Given information ->
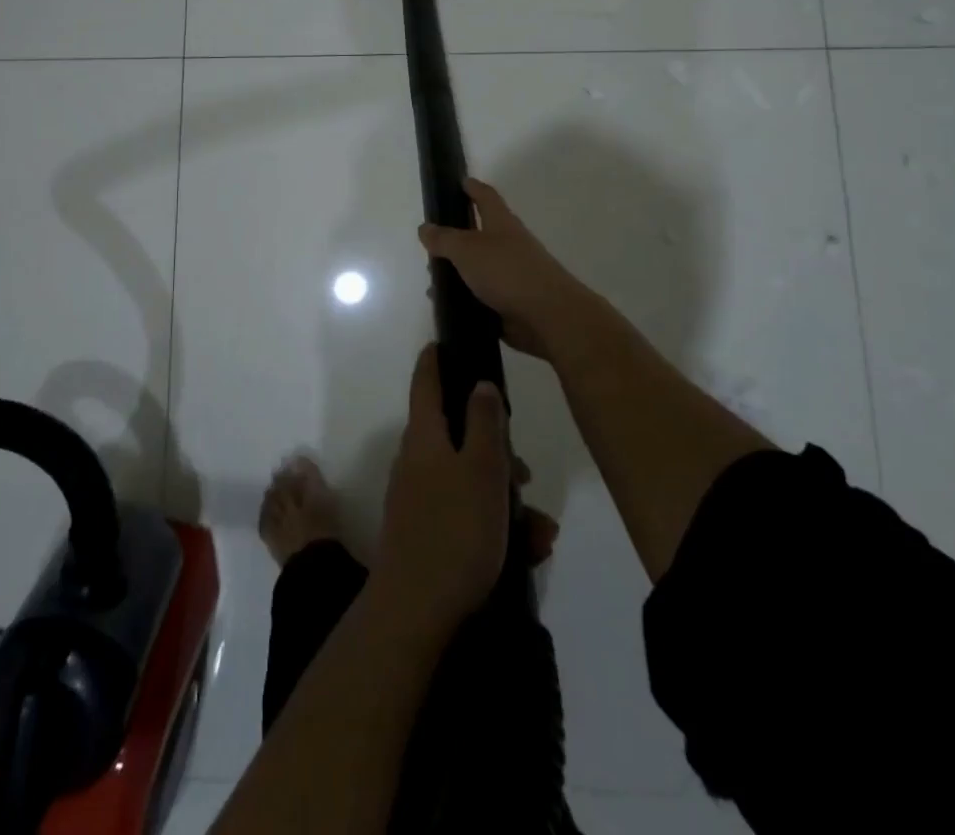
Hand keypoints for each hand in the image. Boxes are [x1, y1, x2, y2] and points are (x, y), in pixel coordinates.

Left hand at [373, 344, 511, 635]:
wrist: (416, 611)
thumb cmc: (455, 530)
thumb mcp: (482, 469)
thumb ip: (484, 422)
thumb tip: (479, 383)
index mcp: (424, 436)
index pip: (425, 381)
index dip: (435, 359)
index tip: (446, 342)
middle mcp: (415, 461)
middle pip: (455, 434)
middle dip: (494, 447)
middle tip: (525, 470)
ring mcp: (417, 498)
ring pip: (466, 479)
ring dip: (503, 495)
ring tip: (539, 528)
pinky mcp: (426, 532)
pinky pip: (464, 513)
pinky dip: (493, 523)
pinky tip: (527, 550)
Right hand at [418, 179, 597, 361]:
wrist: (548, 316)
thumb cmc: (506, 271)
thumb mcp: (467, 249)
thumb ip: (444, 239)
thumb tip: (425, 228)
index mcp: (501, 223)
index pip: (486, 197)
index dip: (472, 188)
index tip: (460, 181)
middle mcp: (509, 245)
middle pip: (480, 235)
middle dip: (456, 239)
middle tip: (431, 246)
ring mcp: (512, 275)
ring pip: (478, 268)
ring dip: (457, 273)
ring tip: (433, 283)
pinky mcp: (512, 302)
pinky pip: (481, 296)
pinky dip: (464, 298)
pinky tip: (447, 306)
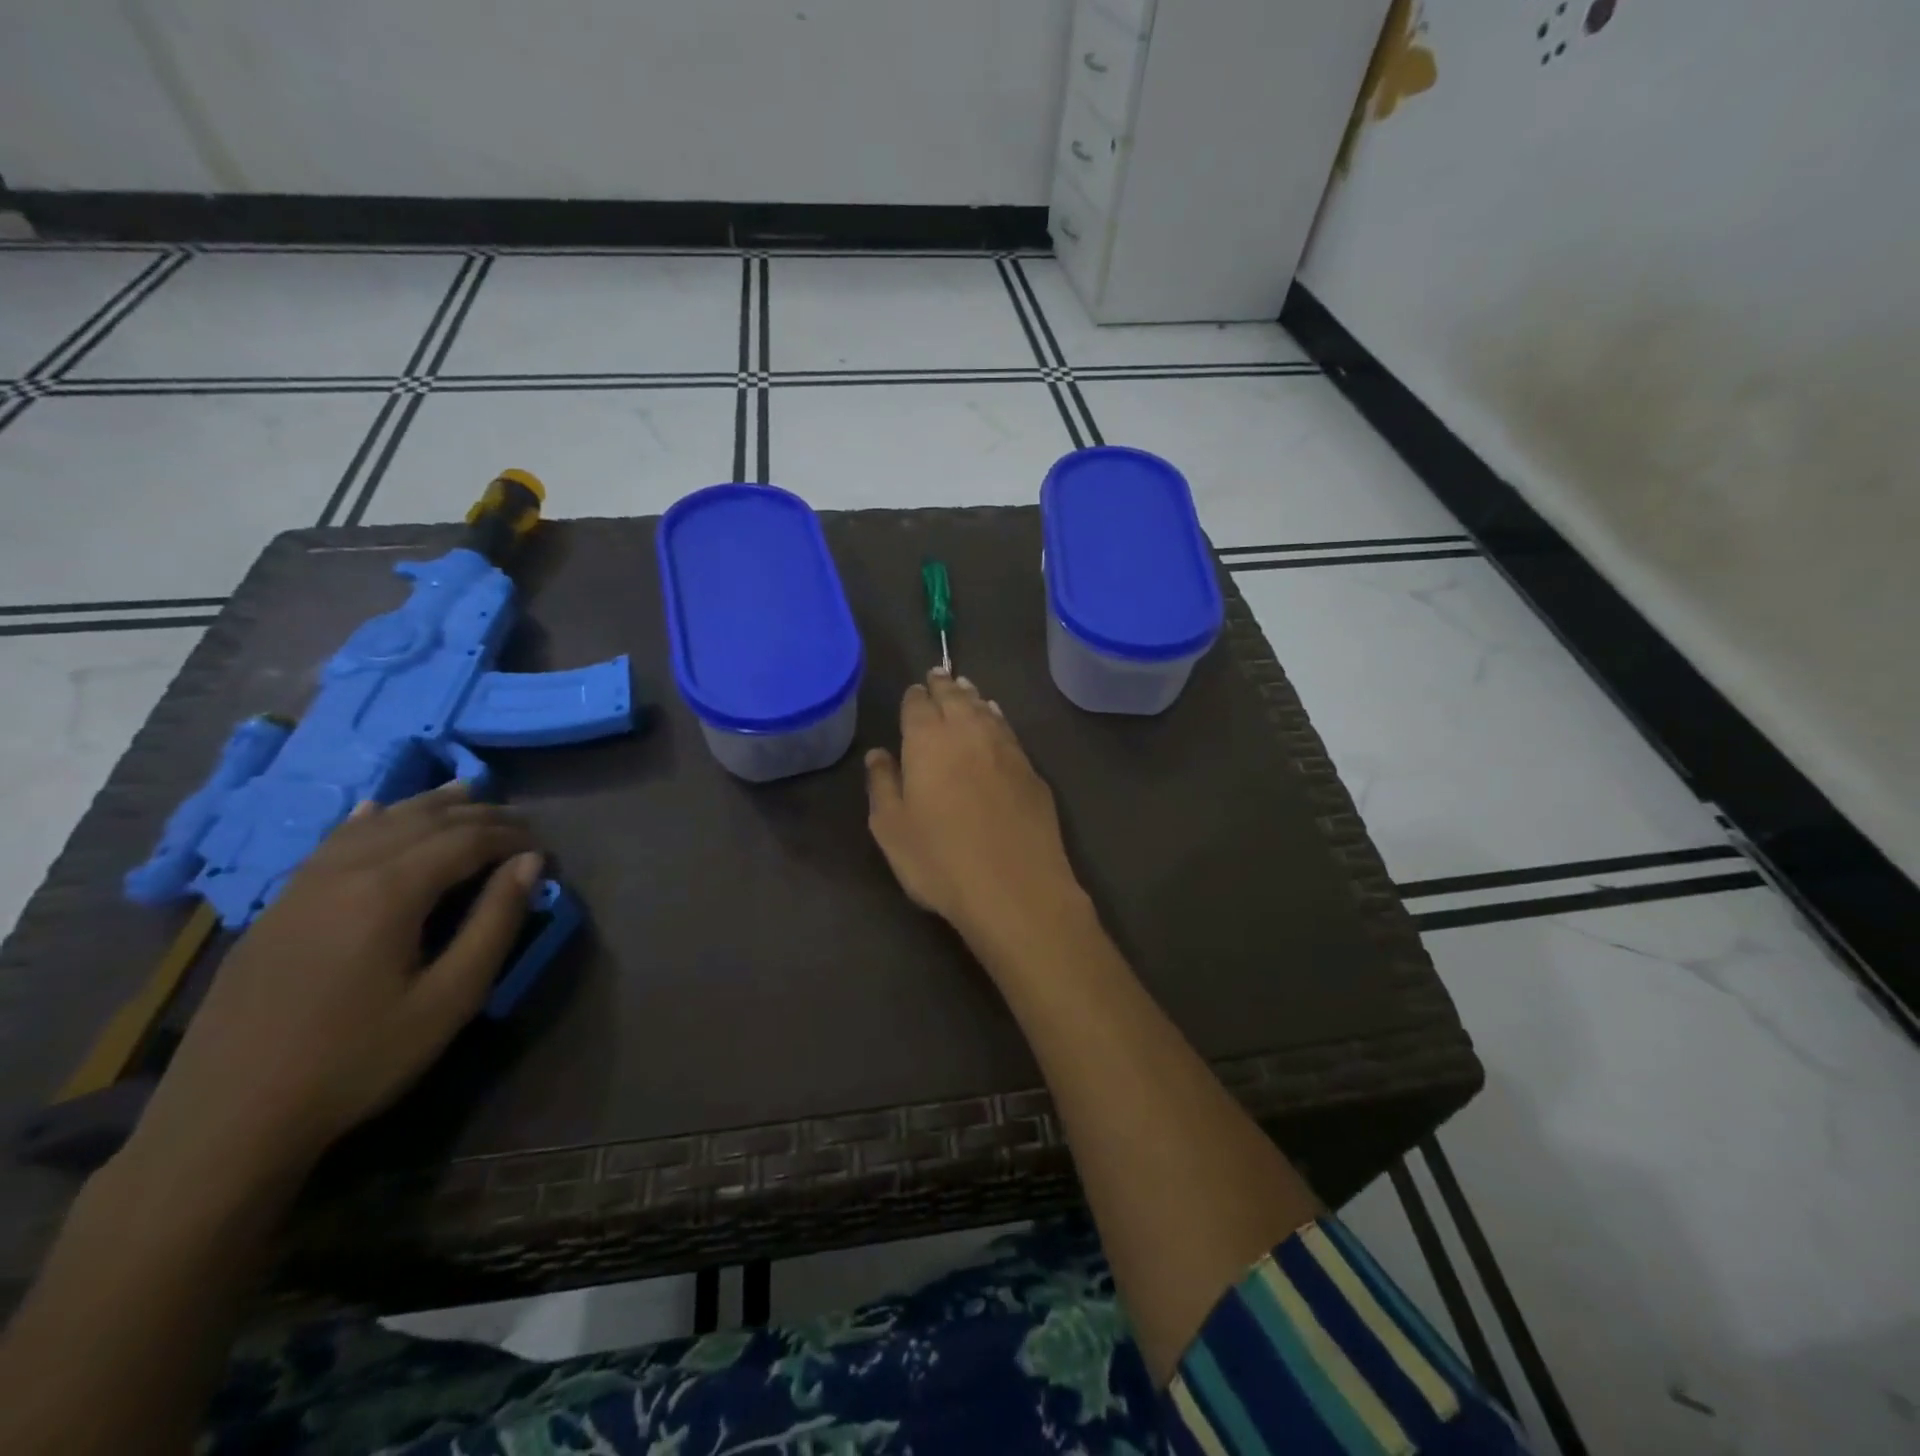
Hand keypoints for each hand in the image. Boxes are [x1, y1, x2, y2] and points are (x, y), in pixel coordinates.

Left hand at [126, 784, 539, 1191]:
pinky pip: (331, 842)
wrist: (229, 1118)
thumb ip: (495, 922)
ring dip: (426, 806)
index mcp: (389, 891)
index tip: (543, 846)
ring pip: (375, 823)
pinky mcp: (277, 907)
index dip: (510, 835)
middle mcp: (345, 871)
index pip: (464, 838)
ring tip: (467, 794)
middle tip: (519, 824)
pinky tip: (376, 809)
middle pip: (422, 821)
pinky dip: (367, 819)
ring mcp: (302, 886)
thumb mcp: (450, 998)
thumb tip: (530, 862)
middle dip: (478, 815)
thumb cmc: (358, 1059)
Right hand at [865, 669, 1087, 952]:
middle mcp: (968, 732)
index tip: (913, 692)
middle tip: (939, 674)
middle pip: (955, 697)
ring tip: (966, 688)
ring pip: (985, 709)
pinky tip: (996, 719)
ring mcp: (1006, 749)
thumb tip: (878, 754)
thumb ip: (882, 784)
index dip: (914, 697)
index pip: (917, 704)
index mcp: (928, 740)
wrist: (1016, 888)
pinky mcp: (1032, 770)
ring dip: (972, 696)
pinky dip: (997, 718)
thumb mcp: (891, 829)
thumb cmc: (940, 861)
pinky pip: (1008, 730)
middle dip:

Exercise directions ->
Each line from the one holding "wrist: (1016, 888)" down to the end of the records above is to be repeated exactly; no other line belongs in the reply.

Solution for this task ->
wrist: (1016, 888)
pinky mcp: (1032, 770)
ring dip: (972, 696)
pinky dip: (997, 718)
thumb mcp: (891, 829)
thumb cmc: (940, 861)
pinky pip: (1008, 730)
middle dip:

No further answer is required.